Post-Socialist City and Its Negative Casts
Venue: 37 Bedford Square, 1st Floor, Front Room.
This lecture will compare cities from two communist countries which at first glance, could be seen as the exact opposite from one another. Ex-Yugoslavia which tends to be seen as the most open and least communist, will be juxtaposed with the most defiantly secretive and closed country in the world – North Korea.
Taking Lebbeus Woods’ Sarajevo project in 1993 which dealt with Yugoslavia’s tragic disintegration as a point of departure, we will explore the history, secrets and speculation behind some of the most intriguing architecture in ex-Yugoslavia – including numerous gigantic abstract monuments and hidden military structures.
Counter-posed will be the still officially communist figurative monuments of Pyongyang.

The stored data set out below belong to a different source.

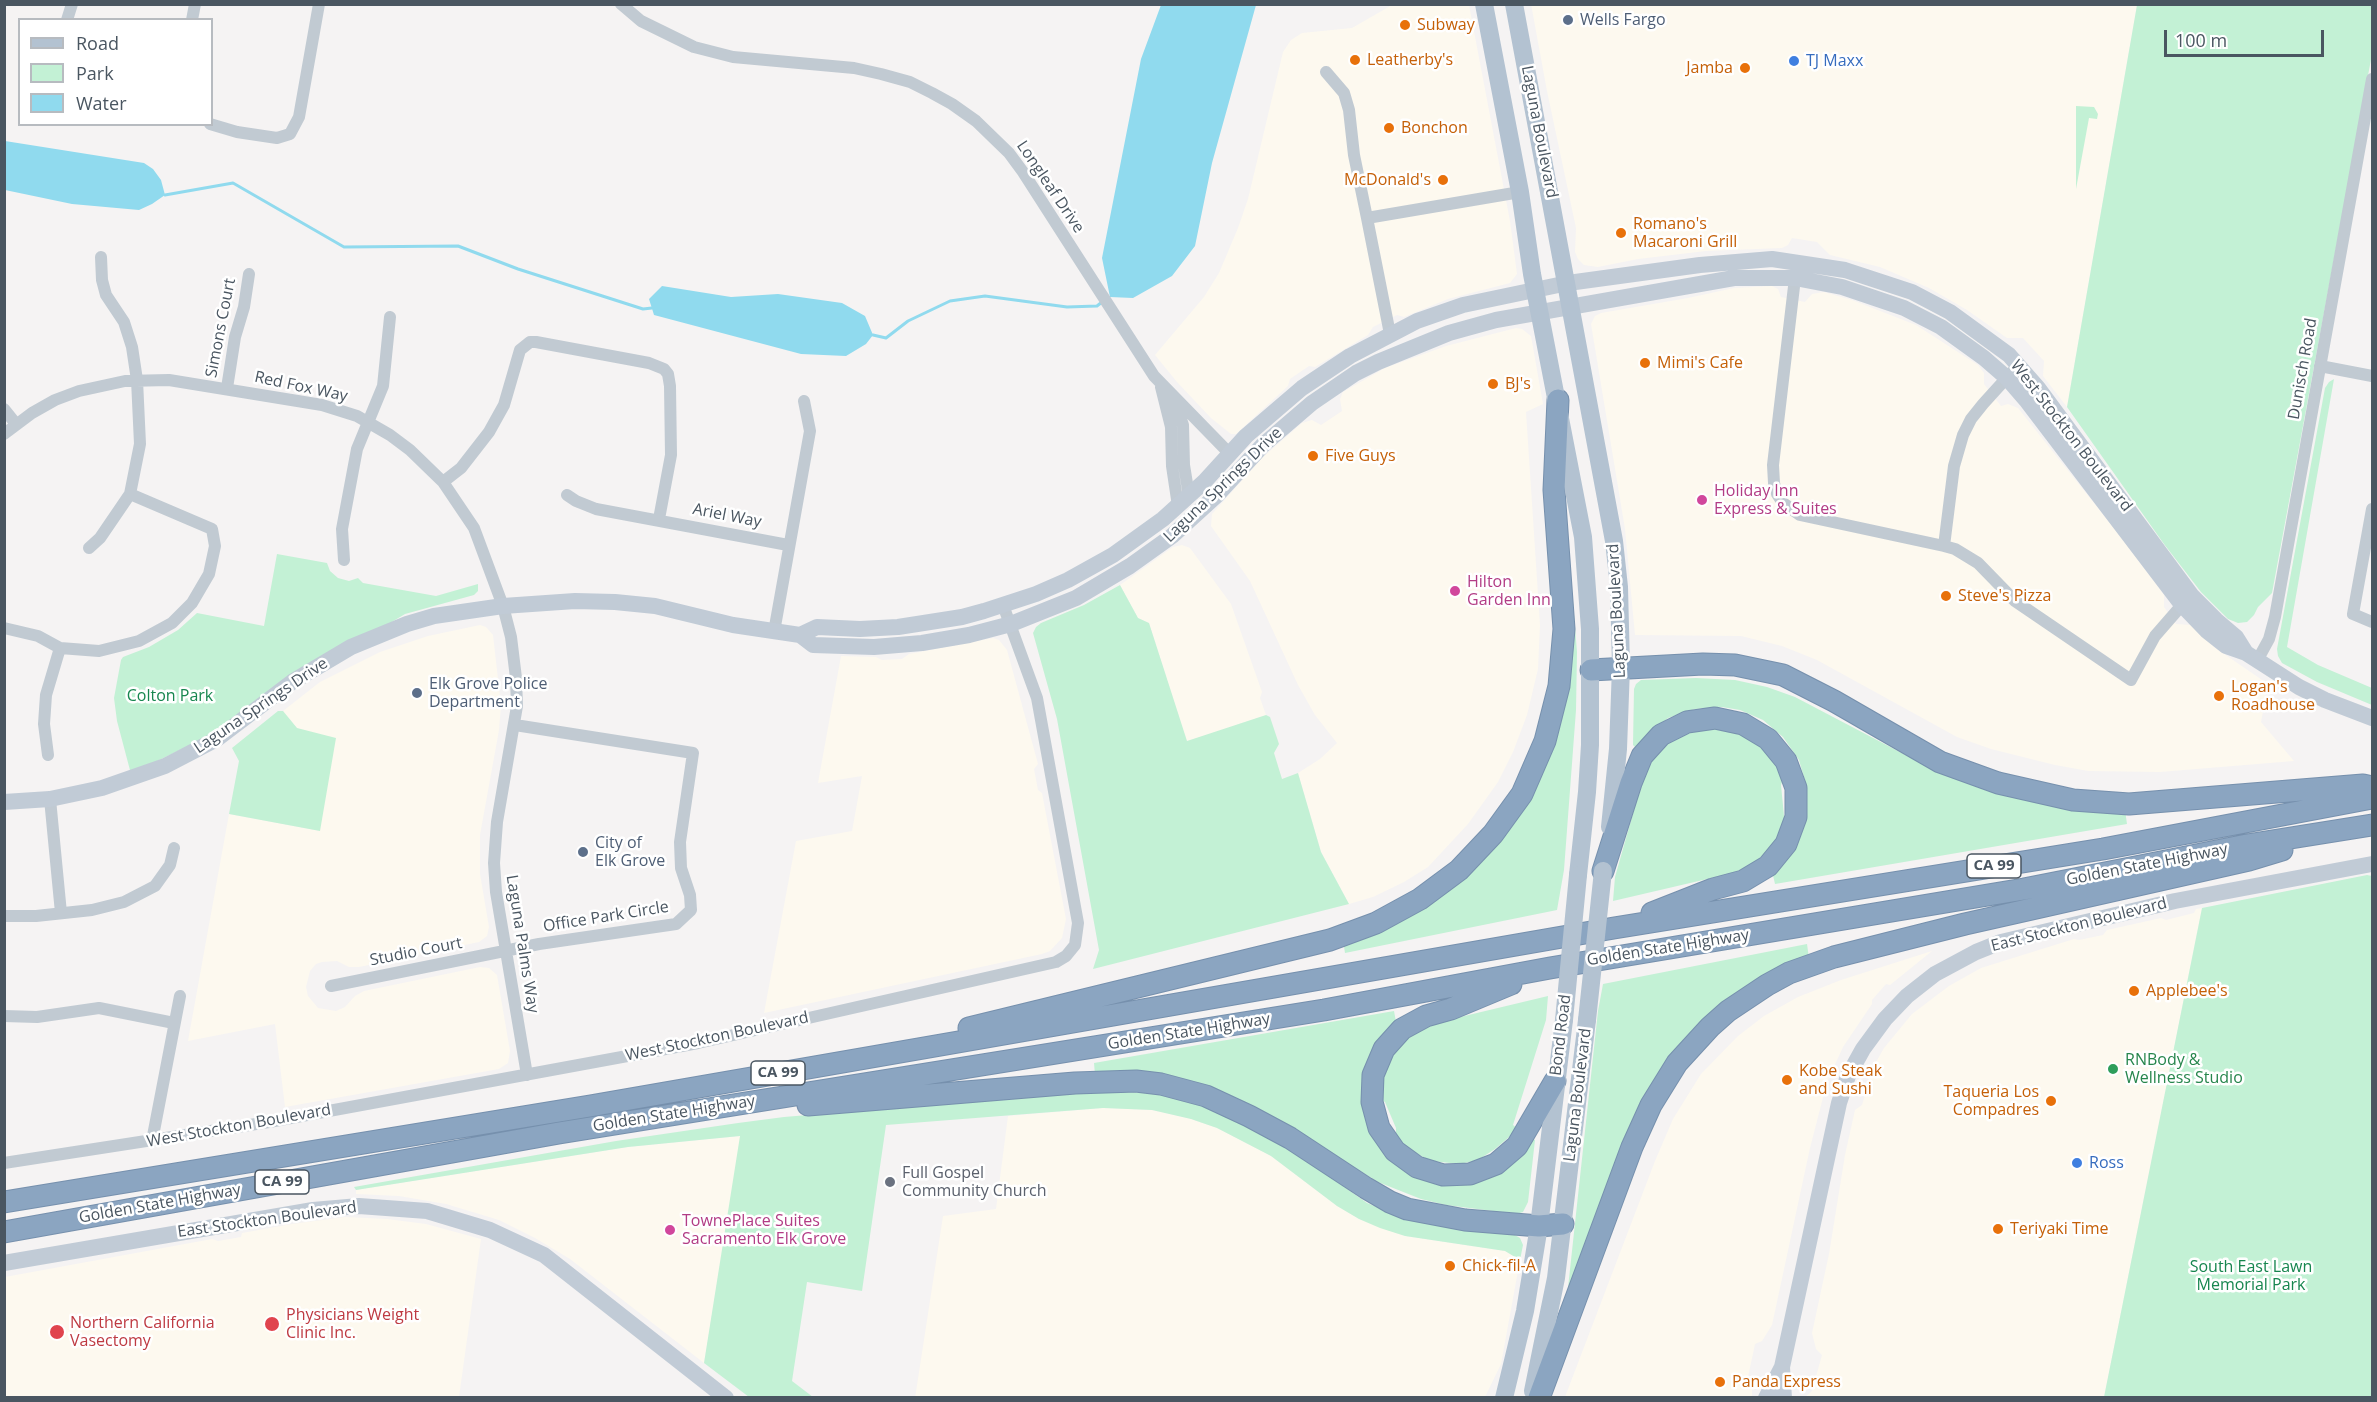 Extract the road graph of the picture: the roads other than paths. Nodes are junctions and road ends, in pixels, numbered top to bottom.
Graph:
1 (319, 4) edge
2 (621, 4) edge
3 (1484, 4) edge
4 (1514, 4) edge
5 (1326, 72) dead end
6 (2373, 79) edge
7 (213, 125) edge
8 (1520, 192) junction
9 (1367, 218) junction
10 (101, 257) dead end
11 (249, 274) dead end
12 (1795, 278) junction
13 (1568, 283) junction
14 (1535, 289) junction
15 (1572, 307) junction
16 (1539, 313) junction
17 (390, 317) dead end
18 (1390, 334) junction
19 (1350, 356) junction
20 (2019, 364) junction
21 (2320, 366) junction
22 (1356, 373) junction
23 (2373, 376) edge
24 (2007, 378) junction
25 (137, 380) junction
26 (1307, 384) junction
27 (1161, 386) junction
28 (227, 388) junction
29 (1173, 398) junction
30 (1558, 400) junction
31 (804, 401) dead end
32 (1312, 402) junction
33 (4, 410) edge
34 (367, 421) junction
35 (16, 424) junction
36 (4, 434) edge
37 (1263, 445) junction
38 (1229, 453) junction
39 (443, 482) junction
40 (129, 494) junction
41 (567, 495) dead end
42 (1184, 501) junction
43 (2373, 509) edge
44 (659, 519) junction
45 (788, 545) junction
46 (1944, 546) junction
47 (89, 548) dead end
48 (344, 560) dead end
49 (1003, 605) junction
50 (2182, 605) junction
51 (502, 606) junction
52 (2373, 622) edge
53 (1011, 624) junction
54 (4, 628) edge
55 (774, 632) junction
56 (800, 634) junction
57 (60, 648) junction
58 (2252, 657) junction
59 (1621, 667) junction
60 (1591, 670) junction
61 (2373, 718) edge
62 (515, 725) junction
63 (48, 755) dead end
64 (2373, 787) edge
65 (2373, 798) edge
66 (50, 799) junction
67 (4, 802) edge
68 (2364, 826) edge
69 (174, 848) dead end
70 (2373, 864) edge
71 (1603, 871) junction
72 (61, 913) junction
73 (4, 916) edge
74 (1614, 928) junction
75 (507, 952) junction
76 (1551, 968) junction
77 (331, 986) dead end
78 (180, 996) dead end
79 (4, 1016) edge
80 (174, 1023) junction
81 (787, 1072) junction
82 (526, 1075) junction
83 (1555, 1081) junction
84 (721, 1107) junction
85 (152, 1141) junction
86 (5, 1160) edge
87 (4, 1203) edge
88 (1563, 1224) junction
89 (1539, 1226) junction
90 (4, 1232) edge
91 (4, 1263) edge
92 (1782, 1367) junction
93 (726, 1398) edge
94 (1504, 1398) edge
95 (1531, 1398) edge
96 (1539, 1398) edge
97 (1766, 1398) edge
98 (1784, 1398) edge

1 - 7 street
2 - 27 street, Longleaf Drive
3 - 8 main road, Laguna Boulevard
4 - 13 main road, Laguna Boulevard
5 - 9 street
6 - 21 street, Dunisch Road
8 - 9 street
8 - 14 main road, Laguna Boulevard
9 - 18 street
10 - 25 street
11 - 28 street, Simons Court
12 - 15 street, West Stockton Boulevard
12 - 24 street, West Stockton Boulevard
12 - 46 street
13 - 14 street, Laguna Springs Drive
13 - 15 main road, Laguna Boulevard
13 - 20 street, West Stockton Boulevard
14 - 16 main road, Laguna Boulevard
14 - 18 street, Laguna Springs Drive
15 - 16 street, Laguna Springs Drive
15 - 59 main road, Laguna Boulevard
16 - 22 street, Laguna Springs Drive
16 - 30 main road, Laguna Boulevard
17 - 34 street
18 - 19 street, Laguna Springs Drive
18 - 22 street
19 - 26 street, Laguna Springs Drive
19 - 32 street
20 - 24 street
20 - 58 street, West Stockton Boulevard
21 - 23 street
21 - 58 street, Dunisch Road
22 - 32 street, Laguna Springs Drive
24 - 46 street
24 - 50 street, West Stockton Boulevard
25 - 28 street, Red Fox Way
25 - 35 street, Red Fox Way
25 - 40 street
26 - 37 street
26 - 38 street, Laguna Springs Drive
27 - 29 street, Longleaf Drive
27 - 42 street, Longleaf Drive
28 - 34 street, Red Fox Way
29 - 38 street, Longleaf Drive
29 - 42 street, Longleaf Drive
30 - 60 main road, Laguna Boulevard
30 - 81 highway
31 - 45 street
32 - 37 street, Laguna Springs Drive
33 - 35 street
34 - 39 street, Red Fox Way
34 - 48 street
35 - 36 street, Red Fox Way
37 - 53 street, Laguna Springs Drive
38 - 42 street, Laguna Springs Drive
39 - 44 street
39 - 51 street, Red Fox Way
40 - 47 street
40 - 57 street
41 - 44 street, Ariel Way
42 - 49 street, Laguna Springs Drive
43 - 52 street
44 - 45 street, Ariel Way
45 - 55 street
46 - 50 street
49 - 53 street, West Stockton Boulevard
49 - 56 street, Laguna Springs Drive
50 - 58 street, West Stockton Boulevard
51 - 55 street, Laguna Springs Drive
51 - 62 street, Laguna Palms Way
51 - 66 street, Laguna Springs Drive
53 - 56 street, Laguna Springs Drive
53 - 82 street, West Stockton Boulevard
54 - 57 street
55 - 56 street, Laguna Springs Drive
57 - 63 street
58 - 61 street, West Stockton Boulevard
59 - 60 highway
59 - 64 highway
59 - 71 main road, Laguna Boulevard
60 - 83 main road, Bond Road, bridge
62 - 75 street, Laguna Palms Way
62 - 75 street, Office Park Circle
65 - 74 highway, Golden State Highway / CA 99
66 - 67 street, Laguna Springs Drive
66 - 72 street
68 - 76 highway, Golden State Highway / CA 99
68 - 96 highway
69 - 72 street
70 - 92 street, East Stockton Boulevard
71 - 74 highway
71 - 88 main road, Laguna Boulevard, bridge
72 - 73 street
74 - 81 highway, Golden State Highway / CA 99
75 - 77 street, Studio Court
75 - 82 street, Laguna Palms Way
76 - 83 highway
76 - 84 highway, Golden State Highway / CA 99
78 - 80 street
79 - 80 street
80 - 85 street
81 - 87 highway, Golden State Highway / CA 99
82 - 85 street, West Stockton Boulevard
83 - 89 main road, Bond Road
84 - 89 highway
84 - 90 highway, Golden State Highway / CA 99
85 - 86 street, West Stockton Boulevard
88 - 89 highway
88 - 95 main road
89 - 94 main road, Bond Road
91 - 93 street, East Stockton Boulevard
92 - 97 street, East Stockton Boulevard
92 - 98 street, East Stockton Boulevard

The premise behind taking two such different regimes is that by looking at the margins, important traits of the communist architecture as a whole, could be uncovered. Pyongyang’s figurative monuments offer no ambiguity, instead we are confronted with very clear literal meaning. One of the many contradictions of its monumental architecture built on a massive scale with incredible speed, is that even when newly completed most structures appear already out-dated.
There has been a recent surge of interest in both countries lead by photographers. This lecture will seek to redress this imbalance between the large quantities of visual information, which often comes with little explanation of the meaning, history or context.
The concluding parts will seek to define further what could be behind our insatiable yearning for this type of imagery, and argue that, at least in part, it could be attributed to collective nostalgia towards more naïve, simple and innocent times. Towards times when communism appeared to function and even inspire architecture with a true social purpose and responsibility.
Nerma Prnjavorac Cridge grew up in Sarajevo and completed her education in architecture at Birmingham, the Bartlett and the Architectural Association. Since qualifying, she worked for a number of distinguished practitioners including Thomas Heatherwick and art2architecture. Her first monograph Drawing the Unbuildable, based on her PhD thesis at the Architectural Association (supervised by dr Marina Lathouri and Mark Cousins) on the Soviet avant-garde, was published by Routledge in 2015. Nerma currently teaches at the AA as well as running her small art and design practice Drawing Agency. Forthcoming publications include Restless: Drawn by Zaha Hadid, in Routledge Companion on Women in Architecture edited by Anna Sokolina, and The Politics of Abstraction, Nerma’s second monograph.